It’s that time of year when children everywhere take out a pencil and a piece of paper to write to Santa, telling him they have been good, asking about Mrs. Claus, and providing a long list of things they hope to find under the tree. As Peaches and Sparky get older, their lists become longer and more specific, and it becomes harder and harder for us to make decisions about what Santa will bring. This year, when Peaches handed me her letter to send to the North Pole, I was completely thrown off guard. At the top of the list, highlighted with stars, underlined, and labeled as her “very first choice” was “iPod touch”. iPod Touch?! My 8-year-old daughter wants a $300 electronic device to will allow her to text, visit websites, listen to music, and play games?! Really?! This is a child who regularly loses her goggles at the swimming pool (and her sweatshirt at the park and………). “Hmmm”, I said. “I am not sure Santa will bring a gift that is not age-appropriate.
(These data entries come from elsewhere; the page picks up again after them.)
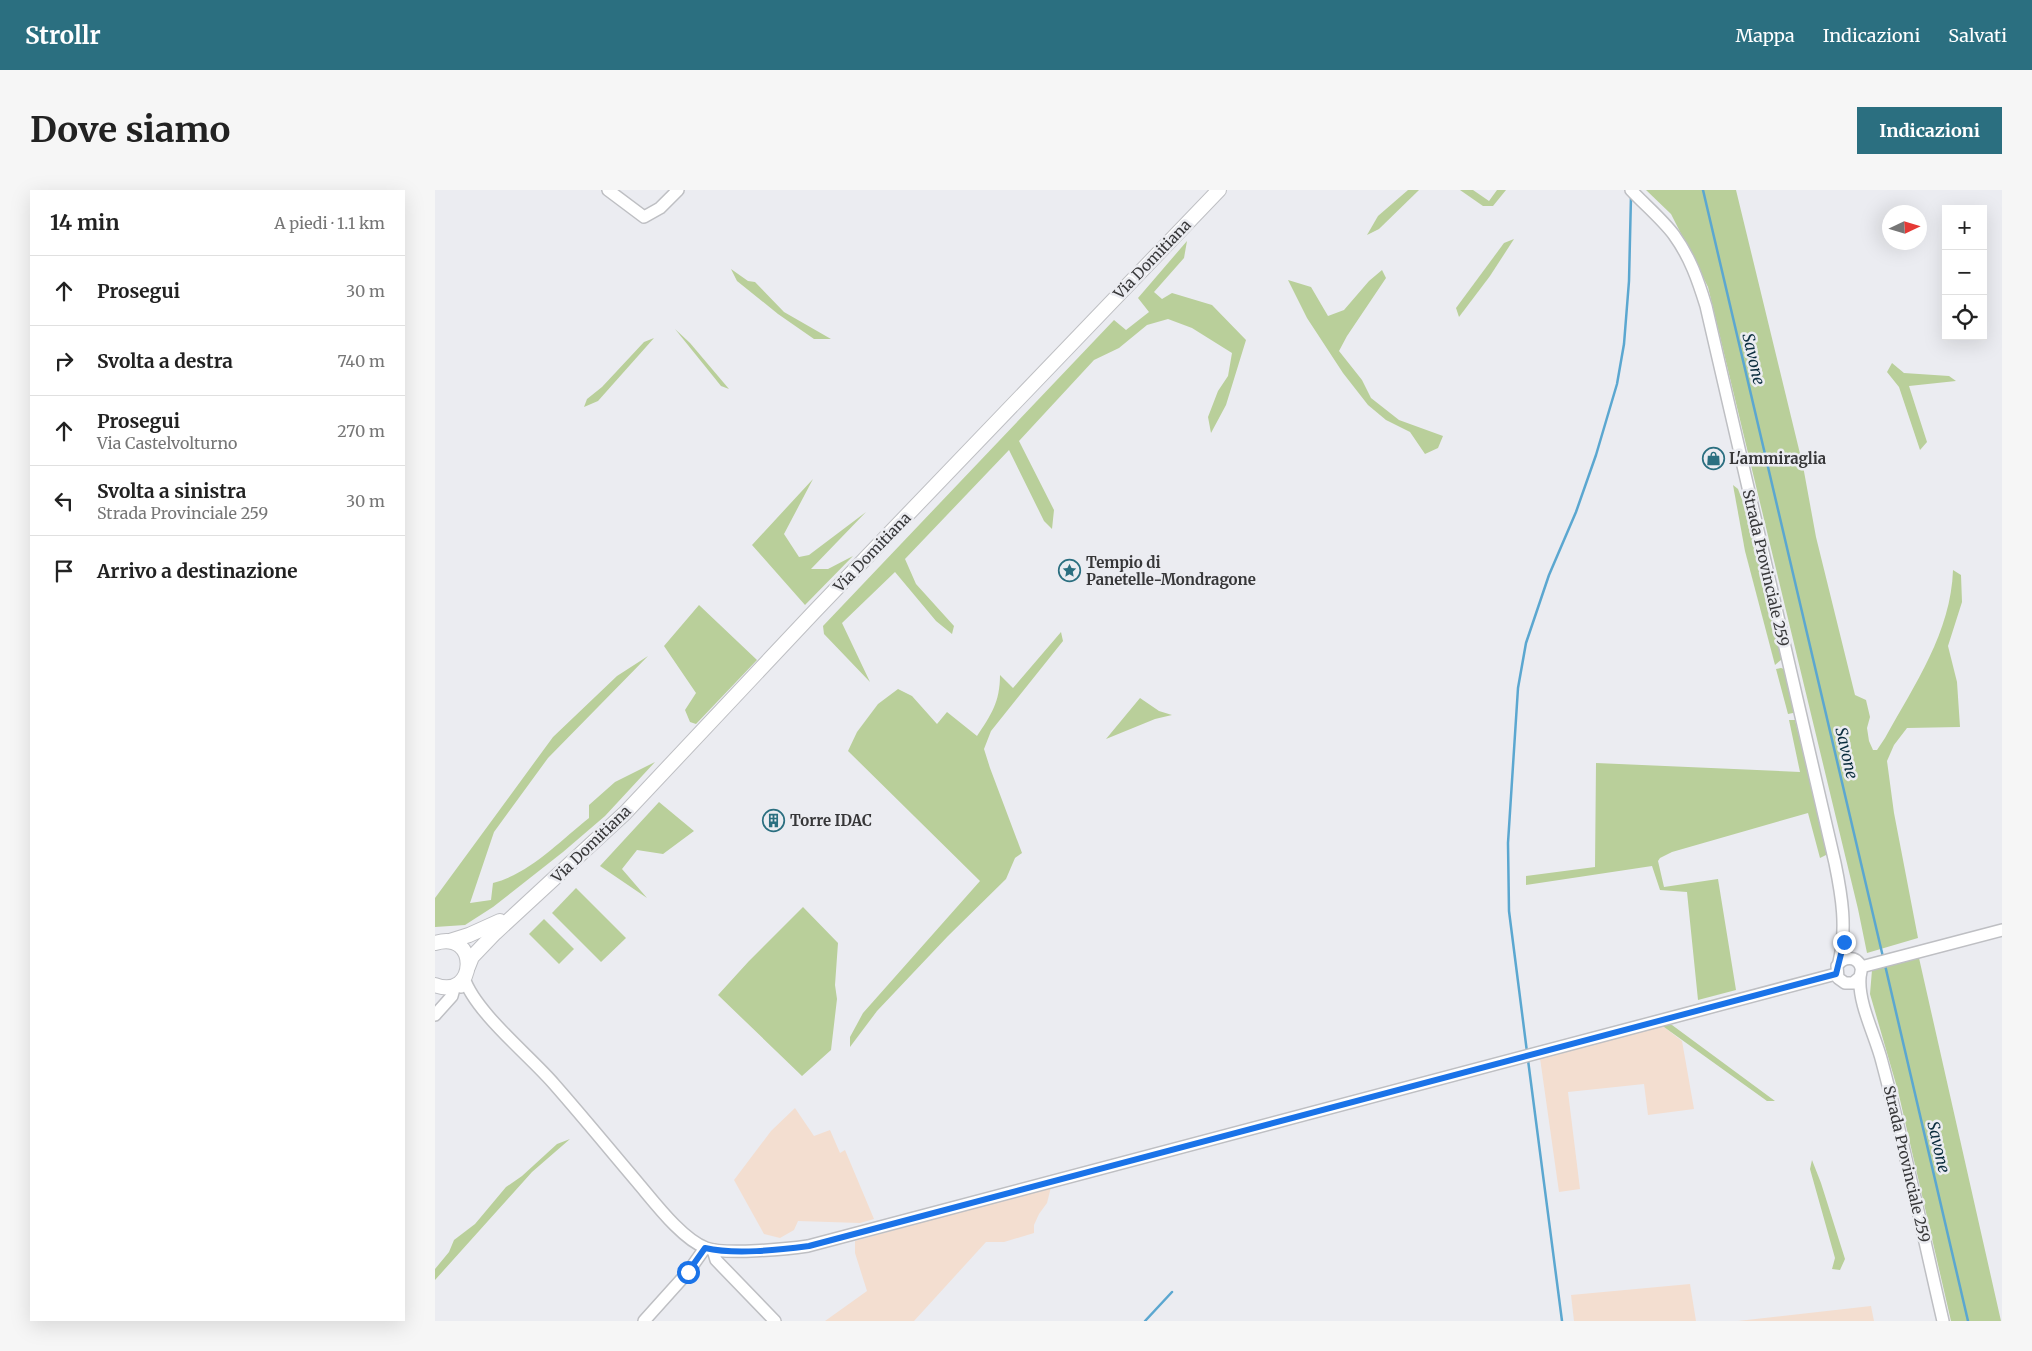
<!DOCTYPE html>
<html lang="it">
<meta charset="utf-8">
<style>
:root{--surface:#fff;--page:#f6f6f6;--text:#222;--muted:#767676;--line:#e0e0e0;--accent:#2b6f80}
body{margin:0;font-family:Merriweather,serif;background:var(--page);color:var(--text)}
.controls{position:absolute;right:15px;top:15px;display:grid;overflow:hidden;border-radius:0px;box-shadow:0 5px 20px #0002}
.controls button{width:45px;height:45px;display:grid;place-items:center;padding:0;border:0;border-bottom:1px solid var(--line);background:var(--surface);color:var(--text);font:25px sans-serif}
.compass{position:absolute;left:1447px;top:15px;width:45px;height:45px;border-radius:50%;background:var(--surface);box-shadow:0 5px 20px #0002;rotate:86deg}
.stop{position:absolute;width:15px;height:15px;margin:-11px;border:4px solid #1a73e8;border-radius:50%;background:#fff}
.stop.end{background:#1a73e8;border-color:#fff;box-shadow:0 1px 5px #0008}
.list{margin:0;padding:0;list-style:none}
h2{display:flex;justify-content:space-between;align-items:center;height:65px;margin:0;padding:0 20px;font-size:21px}
h2 small{font-size:16px;font-weight:400;color:var(--muted)}
.list li{display:grid;grid-template-columns:32px 1fr auto;gap:15px;align-items:center;box-sizing:border-box;height:70px;padding:0 20px;border-top:1px solid var(--line)}
.list b{display:block;font-size:19px;white-space:nowrap}
.list p{margin:0;font-size:16px;white-space:nowrap;color:var(--muted)}
.list em{font-size:16px;font-style:normal;color:var(--muted)}
.icon{flex:none;width:28px;height:28px;fill:none;stroke:currentColor;stroke-width:2;stroke-linecap:round;stroke-linejoin:round}
.map{position:relative;flex:none;width:1567px;height:1131px;overflow:hidden;border-radius:0px}
header{display:flex;align-items:center;gap:30px;box-sizing:border-box;height:70px;padding:0 25px;background:var(--accent);color:#fff}
header strong{font-size:24px}
nav{display:flex;gap:28px;margin-inline-start:auto;font-size:18px}
.intro{display:flex;align-items:center;justify-content:space-between;box-sizing:border-box;height:120px;padding:0 30px}
h1{margin:0;font-size:35px}
.button{padding:12px 22px;border-radius:0px;background:var(--accent);color:#fff;font-size:18px;font-weight:700}
main{display:flex;gap:30px;padding:0 30px}
aside{flex:1;background:var(--surface);border-radius:0px;box-shadow:0 5px 20px #0002}
.map>svg:first-child{display:block}
.industrial{fill:#f3ded0}
.green{fill:#b9cf9a}
.lines{fill:none;stroke-linecap:round;stroke-linejoin:round}
.stream{stroke:#5ba7d0;stroke-width:2.5}
.minor-casing{stroke:#bebfc3;stroke-width:14}
.major-casing{stroke:#bebfc3;stroke-width:16}
.minor{stroke:#fff;stroke-width:11}
.major{stroke:#fff;stroke-width:14}
.route{stroke:#1a73e8;stroke-width:6}
.labels{text-anchor:middle;dominant-baseline:central;stroke-width:5;stroke-linejoin:round;paint-order:stroke}
.street-label{font-size:15px;fill:#373739;stroke:#ebecf1}
.poi-label{font-size:15px;font-weight:bold;fill:#373739;stroke:#ebecf1;text-anchor:start}
.water-label{font-size:16px;font-style:italic;fill:#0a2d3e;stroke:#ebecf1}
</style>
<header>
<strong>Strollr</strong>
<nav><a>Mappa</a><a>Indicazioni</a><a>Salvati</a></nav>
</header>
<div class="intro"><h1>Dove siamo</h1><a class="button">Indicazioni</a></div>
<main>
<aside>
<h2>14 min<small>A piedi · 1.1 km</small></h2>
<ul class="list">
<li><svg class="icon" aria-label="ahead" viewBox="0 0 24 24"><path d="M12 20V5M6 11l6-6 6 6"/></svg><div><b>Prosegui</b></div><em>30 m</em></li>
<li><svg class="icon" aria-label="right" viewBox="0 0 24 24"><path d="M7 20v-9h11M14 6l5 5-5 5"/></svg><div><b>Svolta a destra</b></div><em>740 m</em></li>
<li><svg class="icon" aria-label="ahead" viewBox="0 0 24 24"><path d="M12 20V5M6 11l6-6 6 6"/></svg><div><b>Prosegui</b><p>Via Castelvolturno</p></div><em>270 m</em></li>
<li><svg class="icon" aria-label="left" viewBox="0 0 24 24"><path d="M17 20v-9H6M10 6l-5 5 5 5"/></svg><div><b>Svolta a sinistra</b><p>Strada Provinciale 259</p></div><em>30 m</em></li>
<li><svg class="icon" aria-label="arrive" viewBox="0 0 24 24"><path d="M6 21V4h12l-3 4 3 4H6"/></svg><div><b>Arrivo a destinazione</b></div></li>
</ul>
</aside>
<div class="map">
<svg width="1567" height="1131" viewBox="0 0 1567 1131">
<rect width="100%" height="100%" fill="#ebecf1"/>
<!-- industrial -->
<g class="industrial">
<polygon points="1223,835 1229,837 1247,851 1259,919 1213,925 1209,894 1133,902 1145,999 1124,1002 1105,868"/>
<polygon points="360,918 379,946 395,940 405,963 410,960 439,1029 425,1033 363,1031 359,1040 345,1048 329,1044 299,990 336,941"/>
<polygon points="616,997 612,1013 604,1024 599,1035 599,1043 569,1052 551,1052 479,1131 390,1131 432,1101 420,1063 420,1051"/>
<polygon points="1255,1094 1261,1131 1139,1131 1136,1105"/>
<polygon points="1436,1116 1439,1131 1303,1131"/>
</g>
<!-- green -->
<g class="green">
<polygon points="973,0 984,0 944,39 932,45 943,26"/>
<polygon points="1025,0 1038,0 1054,11 1062,0 1071,0 1058,16 1048,16"/>
<path d="M1211 0H1301L1368 276 1381 347 1418 497 1420 505 1431 510 1435 527 1432 538 1434 551 1438 560H1442L1450 548C1480 494 1516 442 1518 380L1526 385 1527 412 1513 456 1522 492 1525 537 1472 538 1459 555 1452 571 1459 623 1483 748 1432 763 1423 719 1273 97 1236 24Z"/>
<polygon points="1079,49 1055,86 1024,127 1021,118 1069,53"/>
<polygon points="752,51 749,68 719,102 727,109 737,103 777,115 811,150 791,215 776,243 773,227 783,201 793,186 797,163 757,138 733,129 712,135 684,158 659,170 584,251 619,320 617,339 609,331 574,260 470,369 481,394 519,436 517,444 501,431 460,382 407,433 435,492 389,444 388,436 679,130 691,140 714,122 703,108"/>
<polygon points="296,79 313,91 320,92 349,122 396,149 379,149 343,124 302,91"/>
<polygon points="947,80 951,88 912,146 904,161 927,190 936,208 964,230 1008,246 1003,258 990,264 975,242 951,230 933,215 908,183 872,128 853,90 876,97 893,126 909,120 934,91"/>
<polygon points="240,139 255,153 294,199 286,196"/>
<polygon points="219,148 163,211 149,217 152,209 167,197 209,152"/>
<polygon points="1457,173 1469,183 1514,186 1521,191 1474,196 1492,252 1485,260 1464,197 1452,182"/>
<polygon points="378,289 349,344 364,367 374,365 431,322 376,379 393,379 418,366 370,415 317,355"/>
<polygon points="1298,295 1303,299 1314,328 1347,469 1340,475 1310,361"/>
<polygon points="264,415 322,470 261,534 255,532 250,520 261,503 229,456"/>
<path d="M626 442 628 451 556 541 549 559 555 578 587 663 580 668 571 689 513 746 442 821 415 857V847L428 823 545 691 413 561 422 542 443 514 463 499 477 506 502 534 512 522 542 546C556 525 565 512 565 485L578 498Z"/>
<path d="M213 466 113 568 59 642 35 713 56 710 58 693C94 684 125 651 154 628V615L180 592 220 572 170 626 128 662 58 717 30 735 0 737V708L118 547 182 486Z"/>
<polygon points="1346,478 1349,479 1359,520 1358,523 1353,524 1341,479"/>
<polygon points="705,508 724,521 737,525 720,529 671,549"/>
<polygon points="1354,530 1360,530 1393,664 1385,668 1373,623 1237,662 1225,668 1223,671 1229,697 1283,689 1301,800 1263,810 1252,702 1225,700 1217,676 1091,695 1091,686 1160,677 1161,573 1365,582"/>
<polygon points="224,612 259,641 228,664 202,660 187,679 212,708 165,676"/>
<polygon points="141,698 191,748 166,772 117,723"/>
<polygon points="368,717 403,753 400,795 402,809 396,860 367,886 283,805 314,771"/>
<polygon points="109,729 139,759 124,774 94,744"/>
<polygon points="1484,768 1566,1131 1516,1131 1463,901 1435,804 1437,780"/>
<polygon points="1223,835 1237,835 1340,911 1332,911 1229,837"/>
<polygon points="135,949 97,982 0,1090 0,1079 14,1062 19,1050 40,1034 71,997 87,986 122,954"/>
<polygon points="1377,970 1386,993 1410,1069 1405,1080 1397,1079 1400,1068 1375,979"/>
</g>
<g class="lines">
<!-- stream -->
<g class="stream">
<polyline points="1268,0 1448,767"/>
<polyline points="1450,775 1533,1131"/>
<polyline points="1092,862 1074,721 1073,653 1083,498 1091,453 1114,385 1141,322 1161,265 1182,194 1189,154 1194,91 1196,6"/>
<polyline points="1093,870 1127,1131"/>
<polyline points="710,1131 737,1102"/>
</g>
<defs>
<g id="minor">
<polyline points="173,0 209,27 225,18 243,0"/>
<path d="M1196 0C1210 15 1227 29 1239 45 1255 67 1263 90 1271 116L1400 673C1407 707 1412 738 1404 772"/>
<polyline points="1426,777 1567,740"/>
<path d="M1425 787 1418 793H1410L1403 788 1402 776C1408 767 1421 765 1426 777 1427 781 1425 784 1425 788 1423 814 1441 847 1447 872 1470 958 1488 1045 1508 1131"/>
<path d="M29 788C40 822 95 866 119 894 148 927 175 960 203 993 220 1013 247 1049 271 1058 290 1065 352 1059 373 1056L1401 784"/>
<polyline points="0,825 17,806 20,795 26,797"/>
<polyline points="278,1060 281,1070 340,1131"/>
<polyline points="209,1131 253,1082 270,1058"/>
</g>
<g id="major">
<polyline points="15,751 34,745 65,731"/>
<path d="M0 753C45 739 42 811 0 795"/>
<polyline points="33,777 37,767 60,743 190,623 379,422 784,0"/>
</g>
</defs>
<!-- minor casing -->
<use href="#minor" class="minor-casing"/>
<!-- major casing -->
<use href="#major" class="major-casing"/>
<!-- minor -->
<use href="#minor" class="minor"/>
<!-- major -->
<use href="#major" class="major"/>
</g>
<g class="lines">
<!-- route -->
<path class="route" d="M253 1082 270 1058C300 1065 343 1060 374 1056L1401 784 1409 752"/>
</g>
<!-- icons -->
<defs>
<symbol id="shop-ring" viewBox="-11 -11 22 22"><circle r="9.5" fill="#ebecf1" stroke="#2b6f80" stroke-width="1.5"/><path d="M-5-2.5h2.3a2.7 3.5 0 0 1 5.4 0H5L5.5 6h-11ZM-1.5-2.5h3a1.5 2.3 0 0 0-3 0Z" fill="#2b6f80"/></symbol>
<symbol id="sight-ring" viewBox="-11 -11 22 22"><circle r="9.5" fill="#ebecf1" stroke="#2b6f80" stroke-width="1.5"/><path d="M0-6L1.8-2.2L6-1.7L2.9 1.2L3.7 5.4L0 3.3L-3.7 5.4L-2.9 1.2L-6-1.7L-1.8-2.2Z" fill="#2b6f80"/></symbol>
<symbol id="building-ring" viewBox="-11 -11 22 22"><circle r="9.5" fill="#ebecf1" stroke="#2b6f80" stroke-width="1.5"/><path d="M-4-6H4V6H1V3H-1V6H-4ZM-2.5-4.3h1.7v1.8h-1.7ZM.8-4.3h1.7v1.8H.8ZM-2.5-1h1.7V.8h-1.7ZM.8-1h1.7V.8H.8Z" fill="#2b6f80"/></symbol>
</defs>
<g fill-rule="evenodd">
<use href="#shop-ring" x="1266" y="256" width="25" height="25"/>
<use href="#sight-ring" x="622" y="368" width="25" height="25"/>
<use href="#building-ring" x="326" y="618" width="25" height="25"/>
</g>
<g class="labels">
<!-- street labels -->
<g class="street-label">
<text transform="translate(717 69) rotate(-46)">Via Domitiana</text>
<text transform="translate(437 362) rotate(-46)">Via Domitiana</text>
<text transform="translate(1331 378) rotate(77)">Strada Provinciale 259</text>
<text transform="translate(156 654) rotate(-44)">Via Domitiana</text>
<text transform="translate(1472 974) rotate(77)">Strada Provinciale 259</text>
</g>
<!-- poi labels -->
<g class="poi-label">
<text x="1294" y="268">L'ammiraglia</text>
<text x="651" y="372">Tempio di<tspan x="651" dy="17">Panetelle-Mondragone</tspan></text>
<text x="355" y="630">Torre IDAC</text>
</g>
<!-- water labels -->
<g class="water-label">
<text transform="translate(1319 169) rotate(77)">Savone</text>
<text transform="translate(1412 563) rotate(77)">Savone</text>
<text transform="translate(1504 957) rotate(77)">Savone</text>
</g>
</g>
</svg>
<div class="controls">
<button>+</button>
<button>−</button>
<button><svg class="icon" aria-label="locate" viewBox="0 0 24 24"><circle cx="12" cy="12" r="6"/><path d="M12 2v4M12 18v4M2 12h4M18 12h4"/></svg></button>
</div>
<svg class="compass" viewBox="-18 -18 36 36"><path d="M0-13l5 13h-10z" fill="#e53935"/><path d="M0 13l5-13h-10z" fill="#767676"/></svg>
<div class="stop" style="left:253px;top:1082px"></div>
<div class="stop end" style="left:1409px;top:752px"></div>
</div>
</main>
Kids your age aren’t old enough for an iPod Touch.” Peaches then proceeded to rattle off all the names of her friends who had one. Shoot. Now I was stuck. “Well, you can send your letter, and we will see what Santa says.”
In 2010, the Pew Internet Research Center presented data that suggested that the age at which children are getting media gadgets is getting younger and younger. For example, one report found that 58% of 12-year-olds had cell phones, whereas virtually no older teens reported having a cell phone at that young an age. Given that this data is now 2 years old, I imagine the rates today are much higher. (BTW, I actually could not find data on 8-year-olds. The Kaiser Family Foundation does national surveys on 8- to 18-year-olds’ media use, but do not present results separately by age….). Although third graders owning media gadgets is becoming more normative, but that doesn’t necessarily mean I will jump on the bandwagon.
Don’t get me wrong- I am not anti-technology and anti-media, and as an adult, I own plenty. Media and technology can be a wonderful educational tool and source of social interaction and entertainment. Peaches has had a iPod shuffle for about a year, and I love how it has increased her interest in music. But I don’t see the need for an 8-year-old to enter the world of texting, apps, and Siri. There is plenty of time for that when she gets older. And we still know so little about the potential effects of massive screen time on the developing brains of children. But how do I explain that to an 8-year-old girl?
When Santa receives his annual letters from Peaches and Sparky, he always writes back. This year, he needs some help. What do YOU think Santa should say?